### Exercise brief
The result should be every line in the data below that carries the string "市民会館通り".

### Data supplied

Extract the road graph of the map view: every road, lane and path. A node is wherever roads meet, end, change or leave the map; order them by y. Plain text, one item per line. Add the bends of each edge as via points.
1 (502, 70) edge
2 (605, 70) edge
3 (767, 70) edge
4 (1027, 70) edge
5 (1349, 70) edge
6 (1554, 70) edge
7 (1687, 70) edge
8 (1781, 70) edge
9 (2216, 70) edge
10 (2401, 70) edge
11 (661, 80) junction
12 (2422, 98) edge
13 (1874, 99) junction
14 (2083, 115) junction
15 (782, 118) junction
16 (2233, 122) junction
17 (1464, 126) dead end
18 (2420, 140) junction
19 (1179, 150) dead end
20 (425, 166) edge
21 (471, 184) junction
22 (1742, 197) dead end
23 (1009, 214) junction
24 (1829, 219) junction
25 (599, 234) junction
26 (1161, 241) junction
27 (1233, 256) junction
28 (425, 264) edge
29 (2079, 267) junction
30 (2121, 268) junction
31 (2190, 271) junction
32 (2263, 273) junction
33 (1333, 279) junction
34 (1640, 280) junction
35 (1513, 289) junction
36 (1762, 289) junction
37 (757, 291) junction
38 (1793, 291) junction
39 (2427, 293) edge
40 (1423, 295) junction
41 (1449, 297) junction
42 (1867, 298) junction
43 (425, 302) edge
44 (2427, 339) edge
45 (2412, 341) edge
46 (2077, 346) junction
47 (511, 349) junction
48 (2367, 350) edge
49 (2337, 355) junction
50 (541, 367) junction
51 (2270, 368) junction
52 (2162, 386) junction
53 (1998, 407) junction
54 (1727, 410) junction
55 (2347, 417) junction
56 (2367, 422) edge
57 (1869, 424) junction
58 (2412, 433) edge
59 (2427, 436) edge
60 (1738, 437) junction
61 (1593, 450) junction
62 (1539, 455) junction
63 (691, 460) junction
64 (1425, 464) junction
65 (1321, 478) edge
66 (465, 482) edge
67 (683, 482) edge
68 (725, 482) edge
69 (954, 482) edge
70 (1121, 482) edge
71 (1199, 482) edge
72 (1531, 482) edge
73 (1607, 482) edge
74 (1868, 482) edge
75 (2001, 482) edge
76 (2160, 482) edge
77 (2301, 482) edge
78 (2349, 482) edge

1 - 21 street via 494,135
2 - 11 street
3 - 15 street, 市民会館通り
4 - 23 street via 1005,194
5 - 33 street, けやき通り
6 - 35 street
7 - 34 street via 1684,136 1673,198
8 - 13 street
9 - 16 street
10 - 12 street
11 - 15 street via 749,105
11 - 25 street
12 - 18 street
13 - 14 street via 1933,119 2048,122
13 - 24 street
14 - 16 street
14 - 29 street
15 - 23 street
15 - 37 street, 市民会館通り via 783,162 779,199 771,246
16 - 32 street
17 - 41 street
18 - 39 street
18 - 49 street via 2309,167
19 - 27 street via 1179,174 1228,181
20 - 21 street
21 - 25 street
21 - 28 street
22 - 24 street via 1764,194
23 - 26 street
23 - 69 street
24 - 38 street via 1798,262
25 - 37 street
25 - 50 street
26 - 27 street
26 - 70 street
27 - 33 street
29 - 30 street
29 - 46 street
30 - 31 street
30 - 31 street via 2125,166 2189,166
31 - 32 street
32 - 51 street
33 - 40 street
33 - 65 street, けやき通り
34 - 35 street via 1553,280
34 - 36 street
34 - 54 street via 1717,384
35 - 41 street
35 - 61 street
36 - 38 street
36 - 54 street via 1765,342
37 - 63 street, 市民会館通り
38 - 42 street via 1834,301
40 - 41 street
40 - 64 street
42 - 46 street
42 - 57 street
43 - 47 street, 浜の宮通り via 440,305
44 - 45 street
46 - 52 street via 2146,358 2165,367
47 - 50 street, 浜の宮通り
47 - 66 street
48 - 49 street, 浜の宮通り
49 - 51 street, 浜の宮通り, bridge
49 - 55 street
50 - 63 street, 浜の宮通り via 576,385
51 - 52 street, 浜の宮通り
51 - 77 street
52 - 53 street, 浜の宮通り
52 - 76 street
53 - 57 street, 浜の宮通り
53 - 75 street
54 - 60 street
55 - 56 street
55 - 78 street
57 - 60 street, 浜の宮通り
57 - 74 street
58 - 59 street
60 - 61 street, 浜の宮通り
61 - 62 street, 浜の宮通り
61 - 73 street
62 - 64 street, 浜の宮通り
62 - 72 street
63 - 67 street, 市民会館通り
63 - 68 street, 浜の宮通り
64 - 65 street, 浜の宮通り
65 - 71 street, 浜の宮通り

### Completed exercise
3 - 15 street, 市民会館通り
15 - 37 street, 市民会館通り via 783,162 779,199 771,246
37 - 63 street, 市民会館通り
63 - 67 street, 市民会館通り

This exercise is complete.